Ante esta situación, hacemos un llamado a la comunidad gastronómica nacional para actuar con conciencia y responsabilidad. Invitamos a restaurantes, distribuidores, cocineras y cocineros a permitir que las poblaciones de Almeja Chocolata descansen voluntariamente durante un periodo prudente, contribuyendo así a su recuperación.

Alternativas sostenibles:

  • Almeja Pismo, respetando estrictamente sus vedas y tallas oficiales.
  • Pata de Mula Roja (Akagai), cuyas poblaciones se mantienen saludables.
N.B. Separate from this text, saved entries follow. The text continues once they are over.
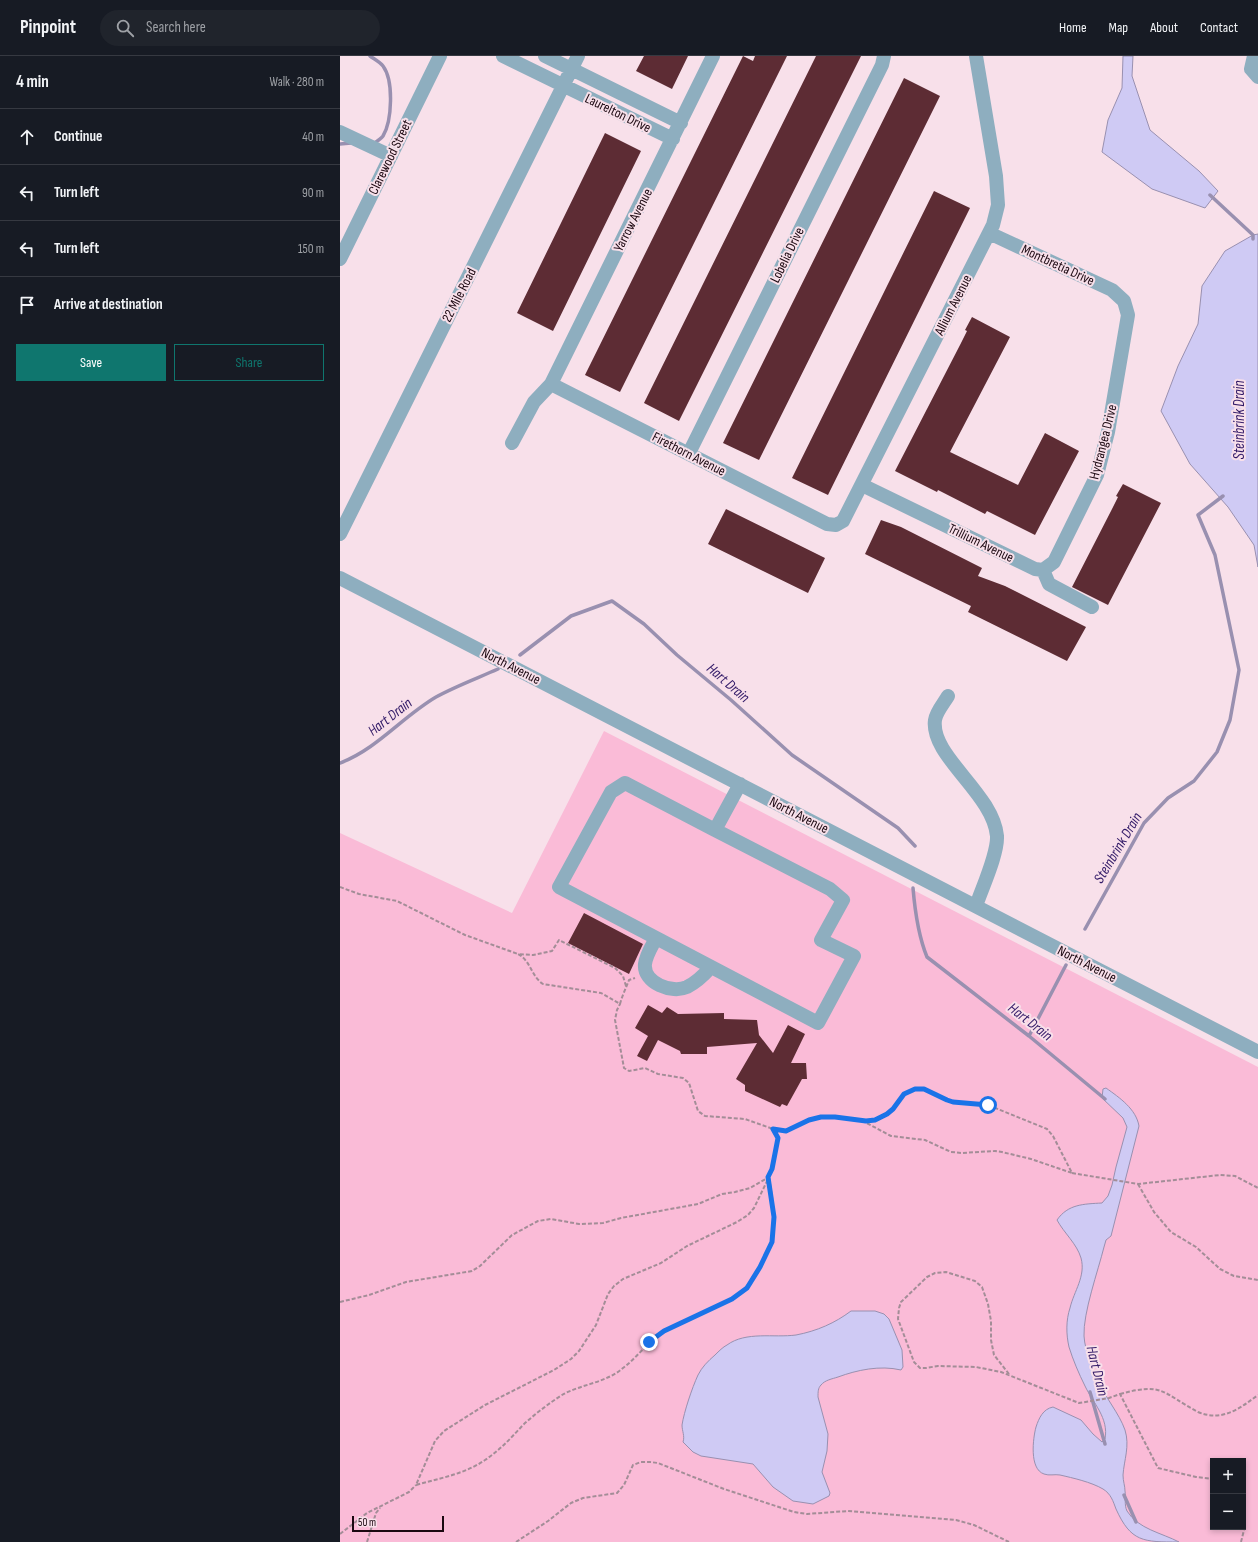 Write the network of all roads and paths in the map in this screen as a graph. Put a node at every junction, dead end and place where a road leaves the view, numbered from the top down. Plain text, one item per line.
1 (440, 56) edge
2 (503, 56) edge
3 (545, 56) edge
4 (578, 56) edge
5 (713, 56) edge
6 (884, 56) edge
7 (976, 56) edge
8 (572, 70) junction
9 (564, 86) junction
10 (681, 123) junction
11 (340, 132) edge
12 (673, 139) junction
13 (391, 156) junction
14 (989, 233) junction
15 (340, 259) edge
16 (1124, 301) joint
17 (551, 384) junction
18 (512, 443) dead end
19 (688, 453) junction
20 (862, 485) junction
21 (827, 524) joint
22 (340, 534) edge
23 (1043, 570) junction
24 (340, 578) edge
25 (1092, 608) dead end
26 (948, 696) dead end
27 (740, 784) junction
28 (715, 830) junction
29 (340, 887) edge
30 (976, 906) junction
31 (656, 938) junction
32 (518, 954) junction
33 (645, 962) junction
34 (711, 967) junction
35 (626, 986) junction
36 (620, 1004) junction
37 (1258, 1052) edge
38 (861, 1120) junction
39 (773, 1129) junction
40 (1072, 1173) junction
41 (768, 1177) junction
42 (1138, 1184) junction
43 (1258, 1188) edge
44 (1258, 1280) edge
45 (340, 1302) edge
46 (1009, 1374) junction
47 (1120, 1394) junction
48 (1258, 1395) edge
49 (1210, 1479) edge
50 (416, 1484) junction
51 (381, 1506) junction
52 (1244, 1530) edge
53 (340, 1534) edge
54 (367, 1542) edge
55 (516, 1542) edge
56 (1009, 1542) edge
57 (1241, 1542) edge

1 - 13 street, Clarewood Street
2 - 9 street, Laurelton Drive
3 - 8 street, Laurelton Drive
4 - 8 street, 22 Mile Road
5 - 10 street, Yarrow Avenue
6 - 19 street, Lobelia Drive
7 - 14 street, Allium Avenue
8 - 9 street, 22 Mile Road
8 - 10 street, Laurelton Drive
9 - 12 street, Laurelton Drive
9 - 22 street, 22 Mile Road
10 - 12 street, Yarrow Avenue
11 - 13 street
12 - 17 street, Yarrow Avenue
13 - 15 street, Clarewood Street
14 - 16 street, Montbretia Drive
14 - 20 street, Allium Avenue
16 - 23 street, Hydrangea Drive
17 - 18 street, Yarrow Avenue
17 - 19 street, Firethorn Avenue
19 - 21 street, Firethorn Avenue
20 - 21 street, Allium Avenue
20 - 23 street, Trillium Avenue
23 - 25 street
24 - 27 street, North Avenue
26 - 30 street
27 - 28 street
27 - 30 street, North Avenue
28 - 31 street
28 - 34 street
29 - 32 path
30 - 37 street, North Avenue
31 - 33 street
31 - 34 street
32 - 35 path
32 - 36 path
33 - 34 street
33 - 35 path
35 - 36 path
36 - 39 path
38 - 39 path
38 - 40 path
38 - 40 path
39 - 41 path
40 - 42 path
41 - 45 path
41 - 50 path
41 - 50 path
42 - 43 path
42 - 44 path
46 - 46 path
46 - 47 path
47 - 48 path
47 - 49 path
50 - 51 path
51 - 53 path
51 - 54 path
52 - 57 path
55 - 56 path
Como representantes del sector gastronómico y de la industria alimentaria, asumimos la responsabilidad de visibilizar esta situación y promover soluciones que generen conciencia y educación en torno al consumo responsable de nuestros recursos marinos.

Hoy más que nunca, es momento de actuar y aportar nuestro grano de arena para proteger un recurso nutritivo, delicioso y capaz de sostener a comunidades pesqueras en el futuro.

Por una cocina comprometida con la sostenibilidad. Atentamente: David Castro, Edgar Chávez, Bernardo Galindo, Eduardo García, Ernesto Hernández, Ezequiel Hernández, José Luis Hinostroza, Benito Molina, Solange Muris, Alejandra Navarro, Javier Plascencia, Elena Reygadas, Alejandro Ruiz, Alfredo Villanueva.